Three phases of CO2 (e.g., scCO2, LCO2, and gCO2) can be stored in reservoir rocks depending on temperature and pressure with depth. In general, the reservoir rock, saturated with brine solution, tends to be located around 1000 m below the ground surface (~45°C and >10 MPa) where CO2 achieves its supercritical state (scCO2) upon injection, as investigated in the previous studies [16–19]. The wettability of CO2 highly influences the characteristic capillary pressure curve which in turn determines the fate of injection of CO2, while experimentally observed CO2 wettability effect is still limited [20]. Therefore, the estimation of storage efficiency of different CO2 phases is crucial for the long-term successful and effective sequestration strategies.
The sedimentary rocks play important roles in global CO2 reduction by capturing and storing it.
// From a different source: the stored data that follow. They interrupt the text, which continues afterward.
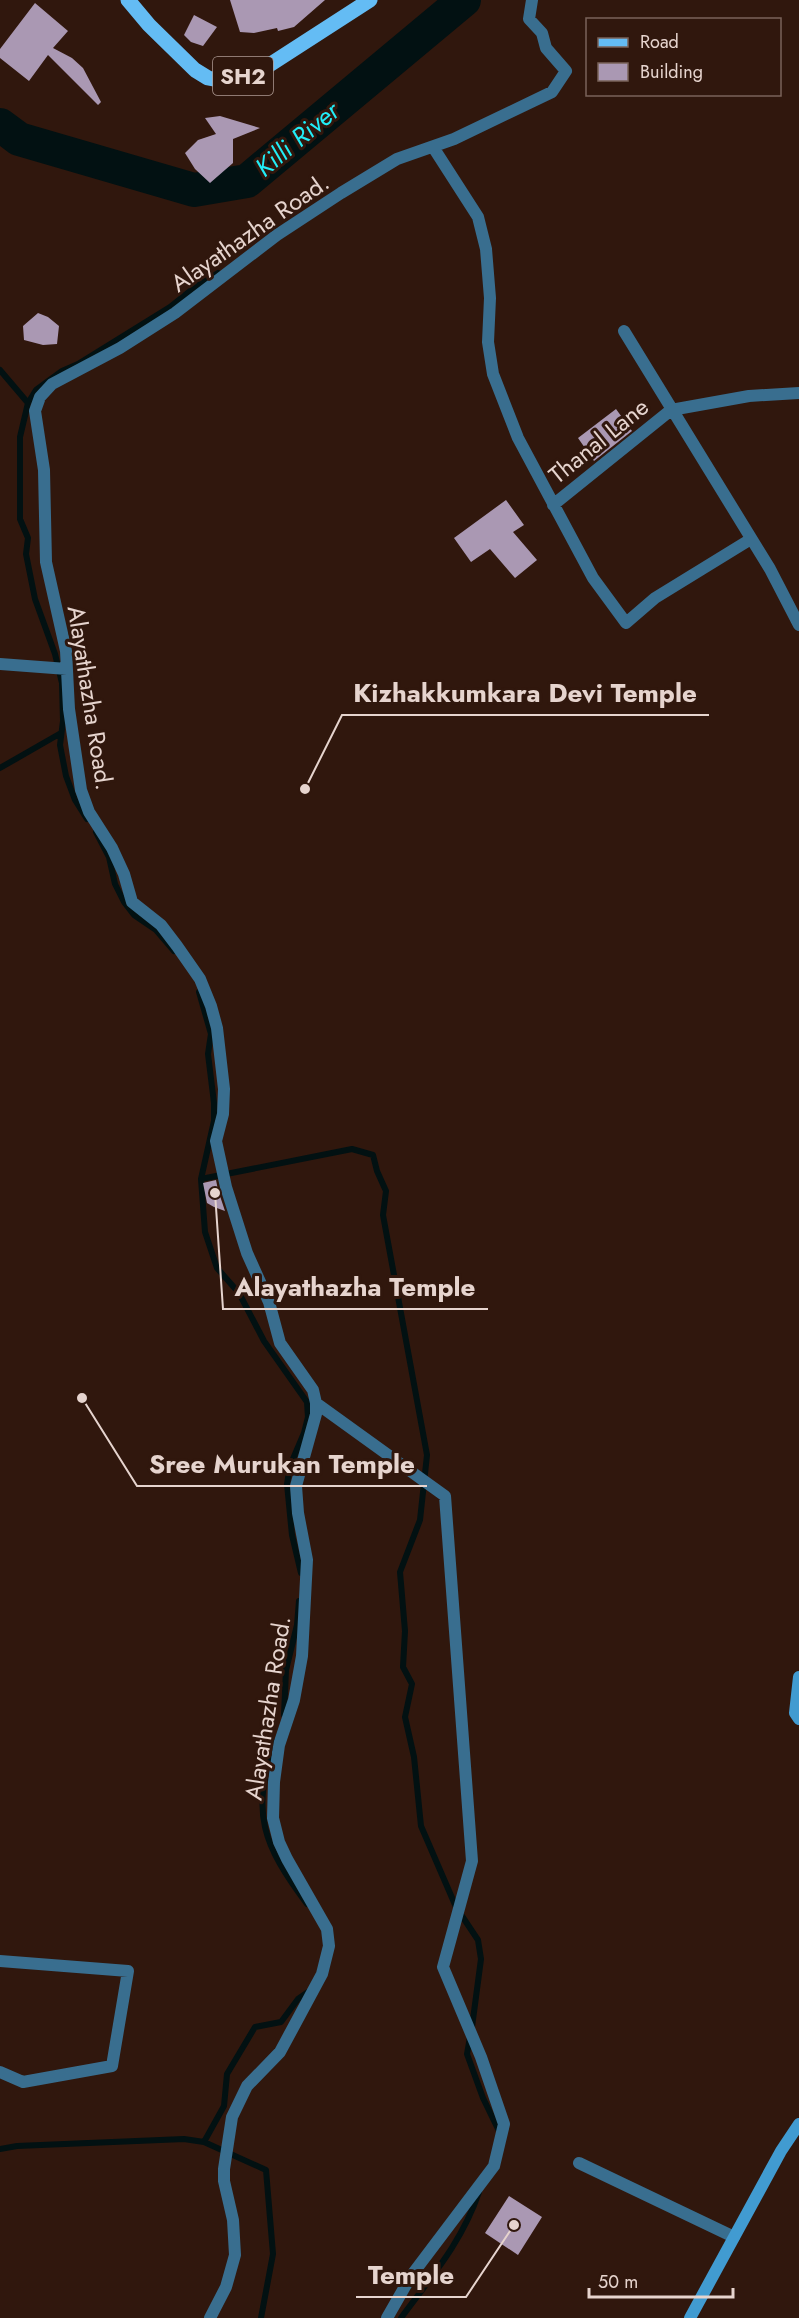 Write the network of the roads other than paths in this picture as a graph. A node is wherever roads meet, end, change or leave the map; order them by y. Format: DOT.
graph roads {
  1 [pos="128,0"];
  2 [pos="370,0"];
  3 [pos="532,0"];
  4 [pos="354,5"];
  5 [pos="433,147"];
  6 [pos="624,331"];
  7 [pos="799,393"];
  8 [pos="671,410"];
  9 [pos="553,505"];
  10 [pos="751,539"];
  11 [pos="799,625"];
  12 [pos="0,664"];
  13 [pos="67,669"];
  14 [pos="316,1403"];
  15 [pos="799,1677"];
  16 [pos="799,1719"];
  17 [pos="0,1961"];
  18 [pos="0,2072"];
  19 [pos="799,2124"];
  20 [pos="579,2163"];
  21 [pos="734,2237"];
  22 [pos="210,2318"];
  23 [pos="387,2318"];
  24 [pos="690,2318"];
  1 -- 4 [label="main road, SH2"];
  2 -- 4 [label="main road, SH2"];
  3 -- 5 [label="street, Alayathazha Road."];
  5 -- 9 [label="street"];
  5 -- 13 [label="street, Alayathazha Road."];
  6 -- 8 [label="street"];
  7 -- 8 [label="street"];
  8 -- 9 [label="street, Thanal Lane"];
  8 -- 10 [label="street"];
  9 -- 10 [label="street"];
  10 -- 11 [label="street"];
  12 -- 13 [label="street"];
  13 -- 14 [label="street, Alayathazha Road."];
  14 -- 22 [label="street, Alayathazha Road."];
  14 -- 23 [label="street"];
  15 -- 16 [label="main road"];
  17 -- 18 [label="street"];
  19 -- 21 [label="main road"];
  20 -- 21 [label="street"];
  21 -- 24 [label="main road"];
}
The geological stratification of sedimentary rocks inherently causes the anisotropy of their internal structure which may affect the fluid penetration due to interlayered structures. The anisotropic rocks can be classified into two types depending on their apparent layer inside: (1) rocks with visible evidence of anisotropy and (2) rocks with anisotropic mechanical properties but not having visible indication. The rocks with visible evidence (e.g., shale, gneiss, and schist) have symmetric planes, easily observed and well-matched with experimentally collected properties, while further effort is needed to find the symmetry planes in the rocks with nonvisible evidence (e.g., granite and sandstone) [21–23]. However, the influence of rock anisotropy on CO2 storage capacity has rarely been reported, unlike the influence of other physiomechanical properties such as strength, stiffness, thermal, and conductivity of storage rocks [22, 24].
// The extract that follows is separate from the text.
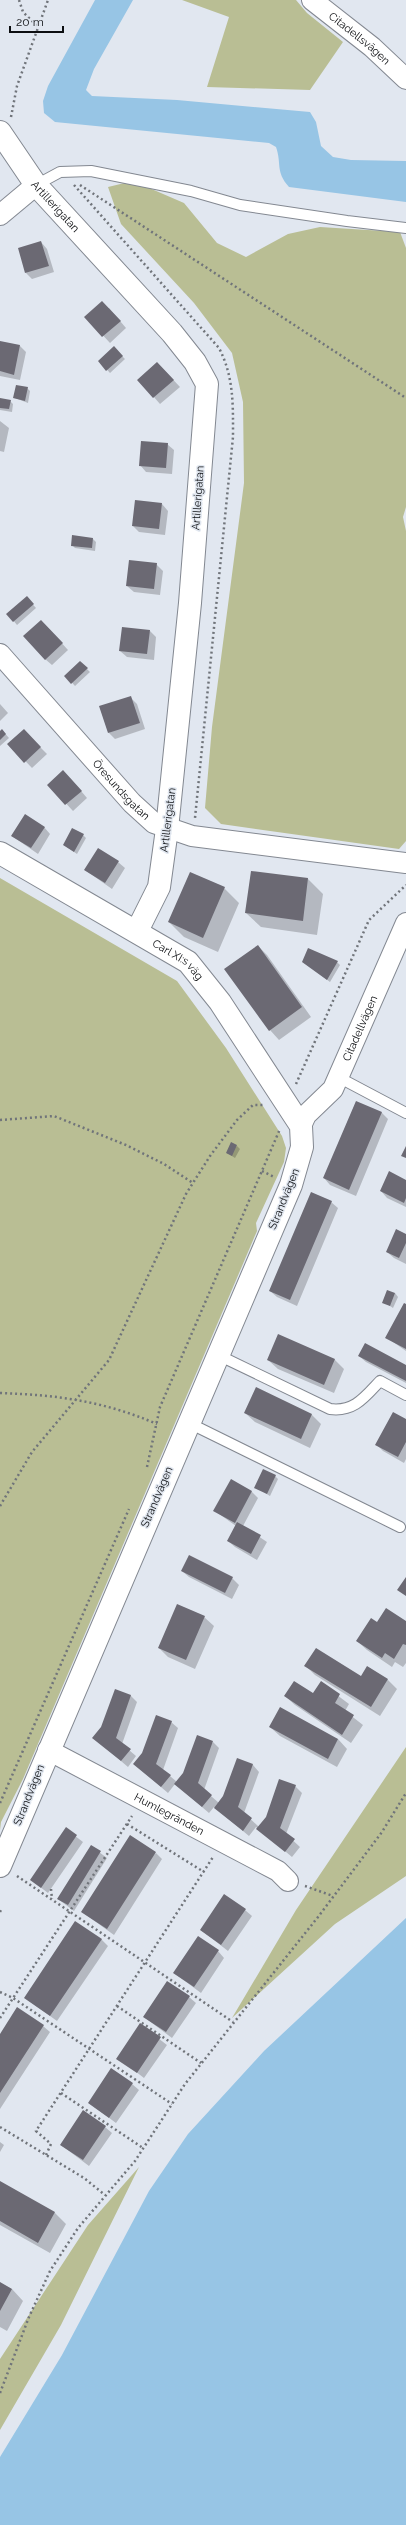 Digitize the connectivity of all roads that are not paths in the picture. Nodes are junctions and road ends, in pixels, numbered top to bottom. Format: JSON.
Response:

This study presents the storage capacity of anisotropic sandstone in relation to different CO2 phases injected with varying rates during a series of experimental tests. The 3D X-ray computed tomographic imaging clarified the directionally of the layer embedded in the cored specimens. Three phases of CO2 were injected with varying flow rates, and the measured capillary pressure values were correlated with the level of CO2 saturation for each anisotropic case. The effect of pore-size distribution on capillary pressure and thus on storage capacity was also examined for in situ reservoir rock.
2. Materials and Methods
2.1. Porous Sandstone
The Berea sandstone (Cleveland Ltd., 200–300 mD and 0.2 of porosity), often used for migration of CO2 owing to its well-sorted pore structure [25, 26], was cored into a cylindrical shape (38 mm in diameter, 80 mm in length). The coring was conducted every 30° from the perpendicular to the parallel direction to the bedding plane for obtaining four directionally cored specimens. The top and bottom surfaces of the specimen were trimmed and polished flat to ensure coupling with the flow cell. Before the injection experiments, the pore space of the core was thoroughly cleaned using a Soxhlet extraction method involving a solution of 99.8% toluene and methyl alcohol, which was followed by oven-drying for 48 h.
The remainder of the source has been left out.